LrdThndr@lemmy.world 5 months ago
Absolutely. 100%
But don’t let perfect be the enemy of good. A fix that gets you 40% of the way there is still 40% less work you have to do by hand. Not everything has to be a fix for all situations. There’s no such thing as a panacea.
magikmw@lemm.ee 5 months ago
Sure. At the same time one needs to manage resources.
I was all in on laptop deployment automation. It cut down on a lot of human error issues and having inconsistent configuration popping up all the time.
But it needs constant supervision, even if not constant updates. More systems and solutions lead to neglect if not supplied well. So some “would be good to have” systems just never make the cut, because as overachieving I am, I’m also don’t want to think everything is taken care of when it clearly isn’t.
timewarp@lemmy.world 5 months ago
You were all in, but was the company all in? How many employees? It sounds like you innovated. Let’s say that the company you worked for was spending millions on vendors that promised solutions but rarely delivered. If instead they gave you $400k a year, a $1 million/year budget & 10 employees… I’m guessing you could have managed the laptop deployment automation, along with some other significant projects as well.
Instead though, people with good ideas, even loyal to the company, are competing against sales and marketing reps from billion dollar companies, and upper management are easily swooned.
catloaf@lemm.ee 5 months ago
Yeah. I find a base image and post-install config with group policy or Ansible to be far more reliable.
LrdThndr@lemmy.world 5 months ago
Completely fair, man.
timewarp@lemmy.world 5 months ago
Almost all computers can be set to PXE boot, but work laptops usually even have more advanced remote management capabilities. You ask the employee to reboot the laptop and presto!
magikmw@lemm.ee 5 months ago
I wonder how you’re supposed to get PXE boot to work securely over the internet. And how that helps when affected disk is still encrypted and needs unusual intervention to fix, including admin access to system files.
I’ve been doing this for a while, and I like creative solutions, so I wonder about those issues a lot. Not much comes to my mind besides let’s recall all the laptops and do it one by one.
timewarp@lemmy.world 5 months ago
PXE boot is more of last resort IMO, but can be uses as a chainloader to a more secure option. The biggest challenge I could see security-wise is having PXE boot being ran on unsecured networks.

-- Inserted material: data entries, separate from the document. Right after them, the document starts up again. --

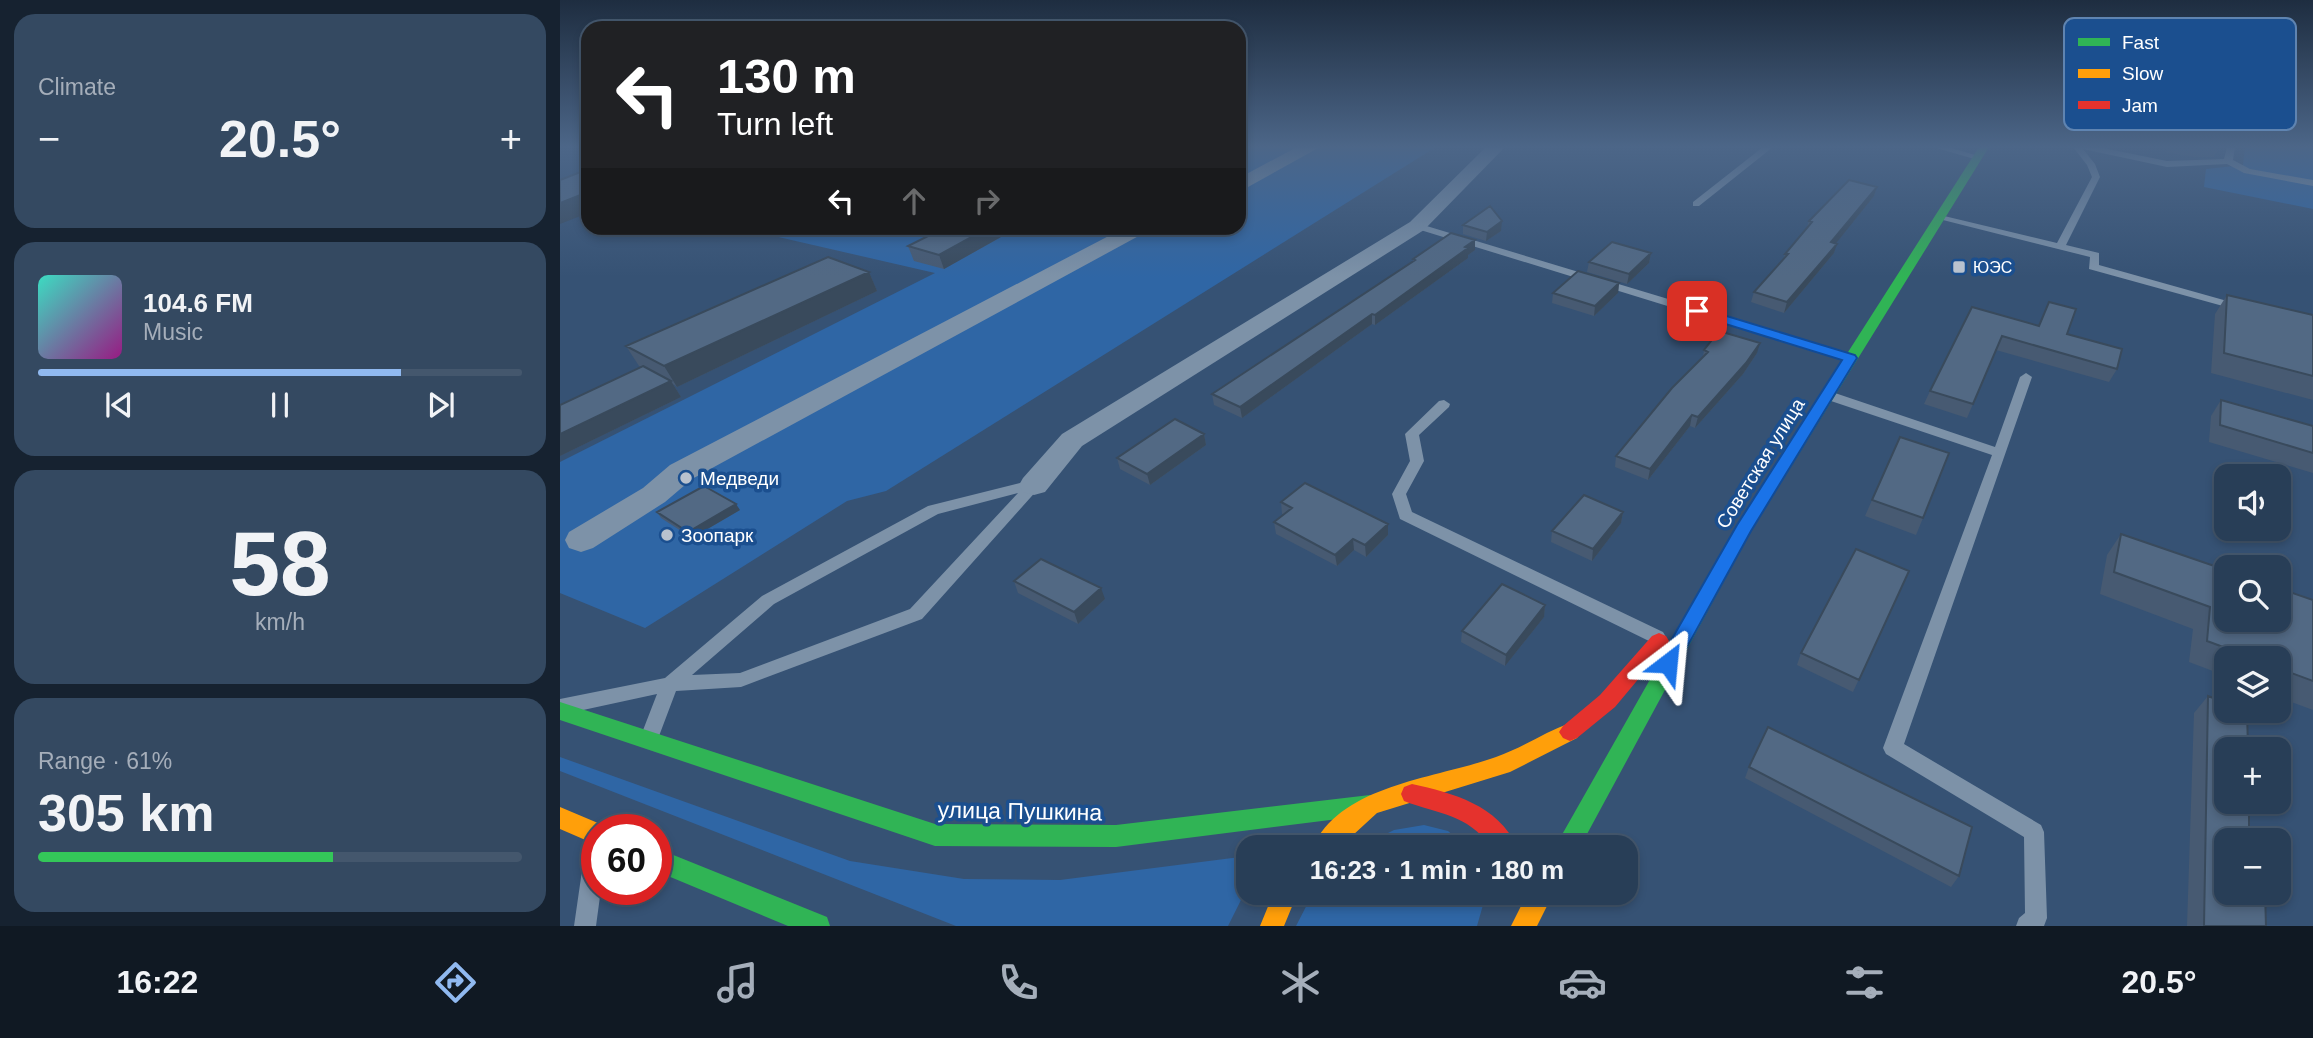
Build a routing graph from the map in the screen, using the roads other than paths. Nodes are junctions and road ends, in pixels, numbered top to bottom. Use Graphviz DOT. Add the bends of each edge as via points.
graph roads {
  1 [pos="1453,190"];
  2 [pos="1714,190"];
  3 [pos="1957,190"];
  4 [pos="2089,190"];
  5 [pos="1696,204"];
  6 [pos="1940,218"];
  7 [pos="1417,226"];
  8 [pos="1126,235"];
  9 [pos="1150,235"];
  10 [pos="2060,247"];
  11 [pos="2258,313"];
  12 [pos="1850,358"];
  13 [pos="2026,377"];
  14 [pos="1826,395"];
  15 [pos="1444,404"];
  16 [pos="2000,453"];
  17 [pos="1034,485"];
  18 [pos="654,495"];
  19 [pos="581,540"];
  20 [pos="1718,572"];
  21 [pos="1661,639"];
  22 [pos="670,684"];
  23 [pos="560,709"];
  24 [pos="649,740"];
  25 [pos="1409,793"];
  26 [pos="1370,806"];
  27 [pos="560,818"];
  28 [pos="581,828"];
  29 [pos="1335,835"];
  30 [pos="1499,835"];
  31 [pos="1574,835"];
  32 [pos="672,866"];
  33 [pos="588,905"];
  34 [pos="1281,905"];
  35 [pos="1517,905"];
  36 [pos="1535,905"];
  37 [pos="2035,923"];
  38 [pos="585,926"];
  39 [pos="818,926"];
  40 [pos="1272,926"];
  41 [pos="1512,926"];
  42 [pos="1523,926"];
  1 -- 7 [label="street"];
  2 -- 5 [label="lane"];
  3 -- 6 [label="main road, Советская улица"];
  4 -- 10 [label="lane"];
  6 -- 10 [label="lane"];
  6 -- 12 [label="main road, Советская улица"];
  7 -- 12 [label="lane"];
  7 -- 17 [label="street" via="1072,440"];
  8 -- 18 [label="street" via="681,472"];
  9 -- 18 [label="street" via="700,477"];
  10 -- 11 [label="lane" via="2095,255 2094,267"];
  12 -- 14 [label="main road, Советская улица"];
  13 -- 16 [label="lane"];
  14 -- 16 [label="lane"];
  14 -- 20 [label="main road, Советская улица"];
  15 -- 21 [label="lane" via="1412,433 1417,461 1399,494 1405,515"];
  16 -- 37 [label="lane" via="1893,748 2035,832"];
  17 -- 22 [label="lane" via="933,510 768,600"];
  17 -- 22 [label="lane" via="916,614 741,680"];
  18 -- 19 [label="street"];
  20 -- 21 [label="main road"];
  20 -- 31 [label="main road, Советская улица"];
  21 -- 25 [label="main road" via="1598,712 1559,739 1502,765"];
  22 -- 23 [label="lane"];
  22 -- 24 [label="lane"];
  23 -- 24 [label="main road, улица Пушкина"];
  24 -- 26 [label="main road, улица Пушкина" via="935,835 1116,836"];
  25 -- 26 [label="main road"];
  25 -- 30 [label="main road" via="1462,804"];
  26 -- 29 [label="main road"];
  27 -- 28 [label="main road"];
  32 -- 39 [label="main road"];
  33 -- 38 [label="lane"];
  34 -- 40 [label="main road"];
  35 -- 41 [label="main road"];
  36 -- 42 [label="main road"];
}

Even then though, normally a computer will have been provisioned on a secure network and will have encryption and secure boot-based encryption, and some additional signature-based image verification.
wizardbeard@lemmy.dbzer0.com 5 months ago
Hypothectically you could ship a company provided router to handle the vpn connection to your remote users, so you aren’t relying on the OS to be able to boot up to get connected to the company network and PXE environment. Lots of extra cost and mess though.
LrdThndr@lemmy.world 5 months ago
From a home user? Probably ain’t shit-all you can do with PXE booting. But if you have a field office or somewhere a user can go with a hardware vpn appliance? Well now you’re in business.